Outcomes of Salvage Surgery for Anal Squamous Cell Carcinoma: Results from a Tertiary Centre
Author(s): Ayaz Ahmed Memon, Katie Jones, Drew Lerikos, Batuhan Ata, Shakil Ahmed, Muhammad Ahsan Javed
Introduction: Squamous cell carcinoma of the anus (SCCA) is a rare cancer with a lifetime incidence of 0.2%, however the incidence is increasing. First line treatment is chemoradiotherapy (CRT), however approximately 20% of patients will have ‘recurrent’ or ‘persistent’ disease. These patients then undergo ‘salvage surgery’ consisting of an abdominoperineal excision and reconstruction, which is associated with serious morbidity.

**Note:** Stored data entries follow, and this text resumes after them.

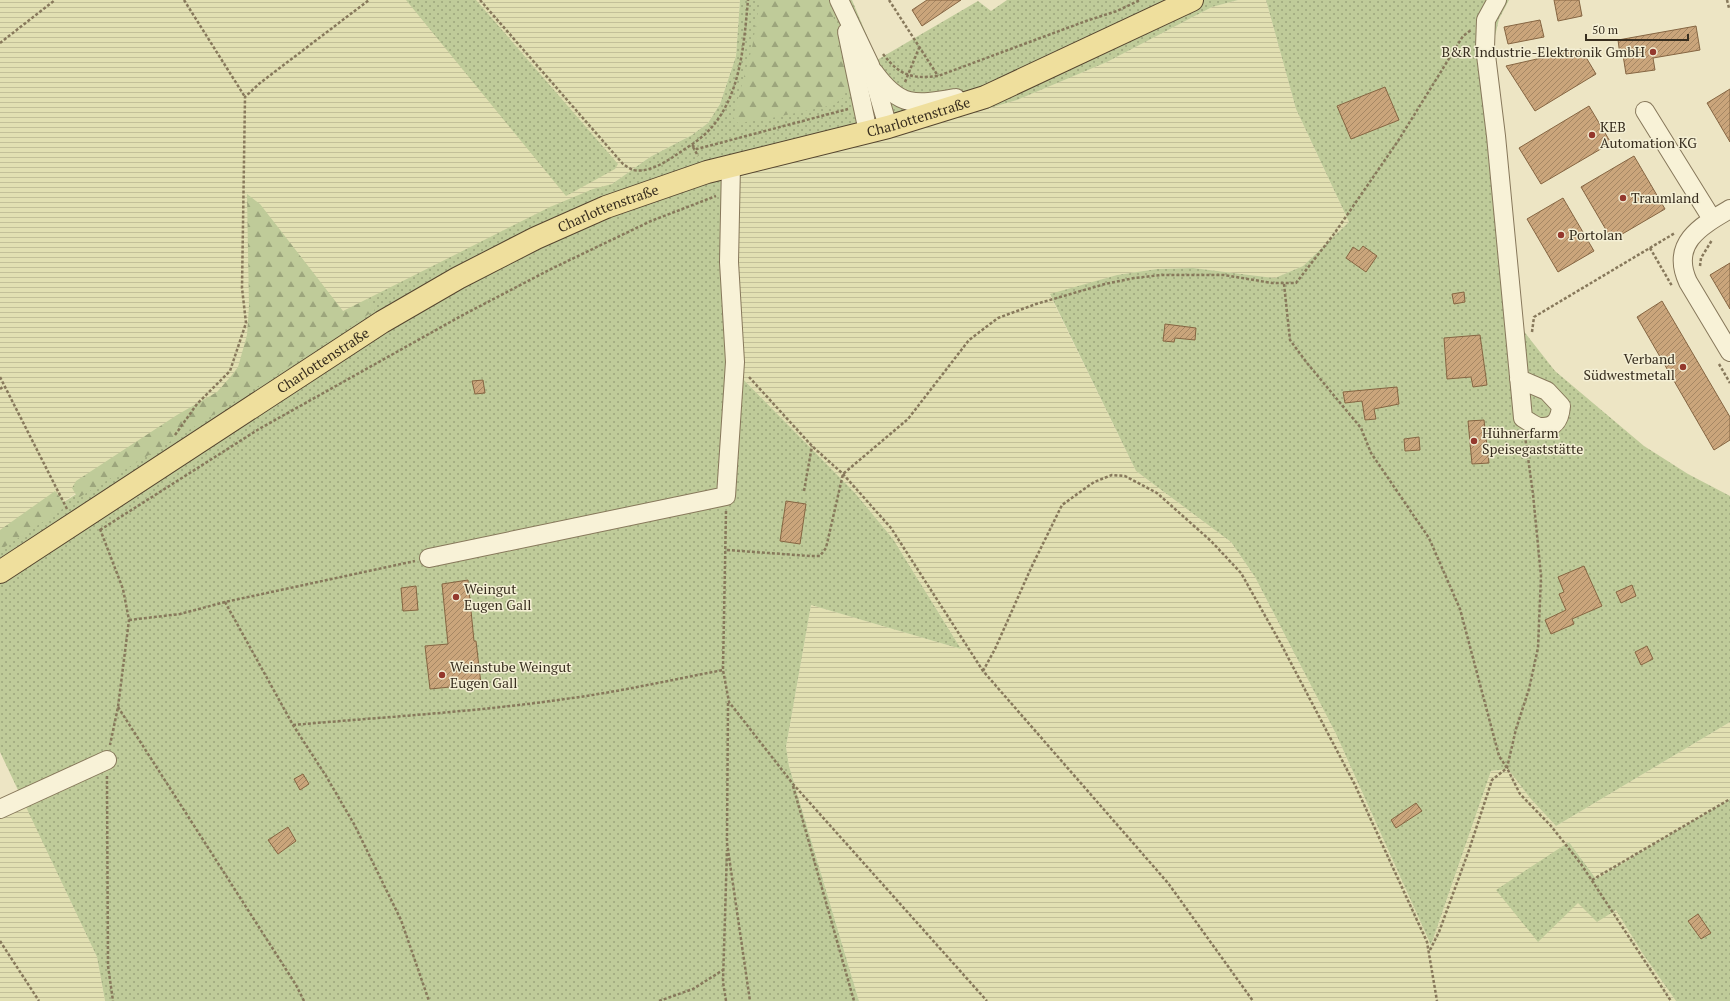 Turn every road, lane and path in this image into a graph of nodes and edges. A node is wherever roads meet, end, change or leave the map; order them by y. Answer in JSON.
{"nodes":[{"id":1,"x":55,"y":0,"type":"edge"},
{"id":2,"x":184,"y":0,"type":"edge"},
{"id":3,"x":368,"y":0,"type":"edge"},
{"id":4,"x":480,"y":0,"type":"edge"},
{"id":5,"x":748,"y":0,"type":"edge"},
{"id":6,"x":889,"y":0,"type":"edge"},
{"id":7,"x":1140,"y":0,"type":"edge"},
{"id":8,"x":1192,"y":0,"type":"edge"},
{"id":9,"x":1497,"y":0,"type":"edge"},
{"id":10,"x":1727,"y":0,"type":"edge"},
{"id":11,"x":840,"y":2,"type":"edge"},
{"id":12,"x":1730,"y":8,"type":"edge"},
{"id":13,"x":1486,"y":20,"type":"junction"},
{"id":14,"x":0,"y":43,"type":"edge"},
{"id":15,"x":920,"y":48,"type":"junction"},
{"id":16,"x":881,"y":51,"type":"dead end"},
{"id":17,"x":870,"y":65,"type":"junction"},
{"id":18,"x":908,"y":76,"type":"junction"},
{"id":19,"x":938,"y":76,"type":"junction"},
{"id":20,"x":245,"y":97,"type":"junction"},
{"id":21,"x":985,"y":97,"type":"junction"},
{"id":22,"x":850,"y":109,"type":"dead end"},
{"id":23,"x":1646,"y":111,"type":"dead end"},
{"id":24,"x":878,"y":129,"type":"junction"},
{"id":25,"x":692,"y":145,"type":"junction"},
{"id":26,"x":730,"y":165,"type":"junction"},
{"id":27,"x":730,"y":193,"type":"junction"},
{"id":28,"x":1730,"y":209,"type":"edge"},
{"id":29,"x":1712,"y":219,"type":"junction"},
{"id":30,"x":1694,"y":232,"type":"junction"},
{"id":31,"x":1716,"y":237,"type":"dead end"},
{"id":32,"x":1284,"y":284,"type":"junction"},
{"id":33,"x":1690,"y":284,"type":"junction"},
{"id":34,"x":1531,"y":337,"type":"dead end"},
{"id":35,"x":1730,"y":352,"type":"edge"},
{"id":36,"x":735,"y":362,"type":"junction"},
{"id":37,"x":0,"y":377,"type":"edge"},
{"id":38,"x":1519,"y":379,"type":"junction"},
{"id":39,"x":4,"y":386,"type":"junction"},
{"id":40,"x":0,"y":389,"type":"edge"},
{"id":41,"x":1523,"y":418,"type":"junction"},
{"id":42,"x":172,"y":440,"type":"dead end"},
{"id":43,"x":812,"y":446,"type":"junction"},
{"id":44,"x":843,"y":474,"type":"junction"},
{"id":45,"x":804,"y":491,"type":"dead end"},
{"id":46,"x":726,"y":496,"type":"junction"},
{"id":47,"x":98,"y":523,"type":"dead end"},
{"id":48,"x":74,"y":524,"type":"junction"},
{"id":49,"x":100,"y":530,"type":"junction"},
{"id":50,"x":727,"y":550,"type":"junction"},
{"id":51,"x":429,"y":558,"type":"joint"},
{"id":52,"x":0,"y":572,"type":"edge"},
{"id":53,"x":225,"y":602,"type":"junction"},
{"id":54,"x":129,"y":620,"type":"junction"},
{"id":55,"x":723,"y":670,"type":"junction"},
{"id":56,"x":982,"y":671,"type":"junction"},
{"id":57,"x":728,"y":702,"type":"junction"},
{"id":58,"x":118,"y":707,"type":"junction"},
{"id":59,"x":293,"y":724,"type":"junction"},
{"id":60,"x":107,"y":760,"type":"junction"},
{"id":61,"x":1507,"y":768,"type":"junction"},
{"id":62,"x":793,"y":784,"type":"junction"},
{"id":63,"x":1730,"y":799,"type":"edge"},
{"id":64,"x":0,"y":810,"type":"edge"},
{"id":65,"x":727,"y":843,"type":"junction"},
{"id":66,"x":1592,"y":880,"type":"junction"},
{"id":67,"x":0,"y":941,"type":"edge"},
{"id":68,"x":1430,"y":950,"type":"junction"},
{"id":69,"x":724,"y":970,"type":"junction"},
{"id":70,"x":39,"y":1001,"type":"edge"},
{"id":71,"x":113,"y":1001,"type":"edge"},
{"id":72,"x":304,"y":1001,"type":"edge"},
{"id":73,"x":429,"y":1001,"type":"edge"},
{"id":74,"x":659,"y":1001,"type":"edge"},
{"id":75,"x":726,"y":1001,"type":"edge"},
{"id":76,"x":750,"y":1001,"type":"edge"},
{"id":77,"x":854,"y":1001,"type":"edge"},
{"id":78,"x":987,"y":1001,"type":"edge"},
{"id":79,"x":1253,"y":1001,"type":"edge"},
{"id":80,"x":1437,"y":1001,"type":"edge"},
{"id":81,"x":1671,"y":1001,"type":"edge"}],
"edges":[{"from":1,"to":14,"type":"path"},
{"from":2,"to":20,"type":"path"},
{"from":3,"to":20,"type":"path"},
{"from":4,"to":25,"type":"path"},
{"from":5,"to":25,"type":"path"},
{"from":6,"to":15,"type":"path"},
{"from":7,"to":19,"type":"path"},
{"from":8,"to":21,"type":"main road","name":"Charlottenstraße"},
{"from":9,"to":13,"type":"street"},
{"from":10,"to":12,"type":"path"},
{"from":11,"to":17,"type":"street"},
{"from":11,"to":24,"type":"street"},
{"from":13,"to":32,"type":"path"},
{"from":13,"to":38,"type":"street"},
{"from":15,"to":18,"type":"path"},
{"from":15,"to":19,"type":"path"},
{"from":16,"to":18,"type":"path"},
{"from":17,"to":21,"type":"street"},
{"from":17,"to":24,"type":"street"},
{"from":18,"to":19,"type":"path"},
{"from":20,"to":42,"type":"path"},
{"from":21,"to":24,"type":"main road","name":"Charlottenstraße"},
{"from":22,"to":25,"type":"path"},
{"from":23,"to":29,"type":"street"},
{"from":24,"to":26,"type":"main road","name":"Charlottenstraße"},
{"from":26,"to":27,"type":"street"},
{"from":26,"to":48,"type":"main road","name":"Charlottenstraße"},
{"from":27,"to":36,"type":"street"},
{"from":27,"to":49,"type":"path"},
{"from":28,"to":29,"type":"street"},
{"from":29,"to":30,"type":"street"},
{"from":30,"to":33,"type":"street"},
{"from":30,"to":34,"type":"path"},
{"from":31,"to":33,"type":"path"},
{"from":32,"to":44,"type":"path"},
{"from":32,"to":61,"type":"path"},
{"from":33,"to":35,"type":"street"},
{"from":36,"to":43,"type":"path"},
{"from":36,"to":46,"type":"street"},
{"from":37,"to":39,"type":"path"},
{"from":38,"to":41,"type":"street"},
{"from":38,"to":41,"type":"street"},
{"from":39,"to":40,"type":"path"},
{"from":39,"to":48,"type":"path"},
{"from":41,"to":61,"type":"path"},
{"from":43,"to":44,"type":"path"},
{"from":43,"to":45,"type":"path"},
{"from":44,"to":50,"type":"path"},
{"from":44,"to":56,"type":"path"},
{"from":46,"to":50,"type":"path"},
{"from":46,"to":51,"type":"street"},
{"from":47,"to":49,"type":"path"},
{"from":48,"to":52,"type":"main road","name":"Charlottenstraße"},
{"from":49,"to":54,"type":"path"},
{"from":50,"to":55,"type":"path"},
{"from":51,"to":53,"type":"path"},
{"from":53,"to":54,"type":"path"},
{"from":53,"to":59,"type":"path"},
{"from":54,"to":58,"type":"path"},
{"from":55,"to":57,"type":"path"},
{"from":55,"to":59,"type":"path"},
{"from":56,"to":68,"type":"path"},
{"from":56,"to":79,"type":"path"},
{"from":57,"to":62,"type":"path"},
{"from":57,"to":65,"type":"path"},
{"from":58,"to":60,"type":"path"},
{"from":58,"to":72,"type":"path"},
{"from":59,"to":73,"type":"path"},
{"from":60,"to":64,"type":"street"},
{"from":60,"to":71,"type":"path"},
{"from":61,"to":66,"type":"path"},
{"from":61,"to":68,"type":"path"},
{"from":62,"to":77,"type":"path"},
{"from":62,"to":78,"type":"path"},
{"from":63,"to":66,"type":"path"},
{"from":65,"to":69,"type":"path"},
{"from":65,"to":76,"type":"path"},
{"from":66,"to":81,"type":"path"},
{"from":67,"to":70,"type":"path"},
{"from":68,"to":80,"type":"path"},
{"from":69,"to":74,"type":"path"},
{"from":69,"to":75,"type":"path"}]}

Five-year survival rates range from 23-69%. The aim of this study is to examine the post operative and oncological outcomes from our tertiary care regional anal neoplasia centre.

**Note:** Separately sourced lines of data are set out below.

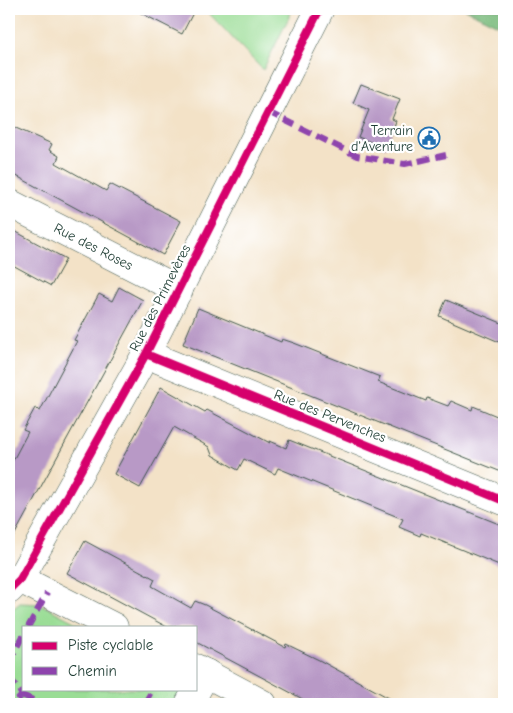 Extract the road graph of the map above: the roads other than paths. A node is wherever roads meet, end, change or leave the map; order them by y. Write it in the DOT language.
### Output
graph roads {
  1 [pos="320,9"];
  2 [pos="9,203"];
  3 [pos="179,290"];
  4 [pos="146,354"];
  5 [pos="504,501"];
  6 [pos="14,585"];
  7 [pos="112,626"];
  8 [pos="201,670"];
  9 [pos="194,690"];
  10 [pos="189,704"];
  11 [pos="263,704"];
  1 -- 3 [label="street, Rue des Primevères"];
  2 -- 3 [label="street, Rue des Roses"];
  3 -- 4 [label="street, Rue des Primevères"];
  4 -- 5 [label="street, Rue des Pervenches"];
  4 -- 6 [label="street, Rue des Primevères"];
  6 -- 7 [label="street"];
  8 -- 11 [label="street"];
  9 -- 10 [label="street"];
}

Methods: Retrospective case series including all consecutive patients undergoing salvage surgery for SCCA from 2017 to 2023 were included. Demographical data, pre-operative parameters including TNM staging, resection margin status (R0 vs R1), post operative complications particularly wound complications were collected. Patient survival and time to recurrence were measured over this 6-year period and information regarding surveillance following completion of CRT and salvage surgery gathered.
Results: Twenty-five patients were included. Our overall survival and disease-free survival rates were 51% and 57% over a six-year period. No patients died within 30 days of their operation. Seven patients (28%) died during follow -up period with median survival of these patients was 12.7 months (IQR: 8.3 - 18.2). Eight patients (32%) developed recurrent disease. Median time to recurrence was 5.3 months (IQR: 3.3 - 12.5). R1 resection showed a trend towards higher chance of recurrence and lower survival rate compared to R0 resections but was not statistically significant. Of note, two patients with R1 resections had re-recurrence picked up on early CT and MRI at 2 and 3 months respectively. Two thirds of patient with recurrent SCCA had T3/T4 tumours. Only three patients were screened for HIV.
Conclusions: Our survival and recurrence rates are in keeping with reported literature. There are limited data regarding the follow up and imaging of the post salvage surgery for SCCA. We propose close follow up of SCCA following CRT with consideration of High Resolution Anoscopy and early imaging in R1 resections may aid decision making for systemic cancer treatment.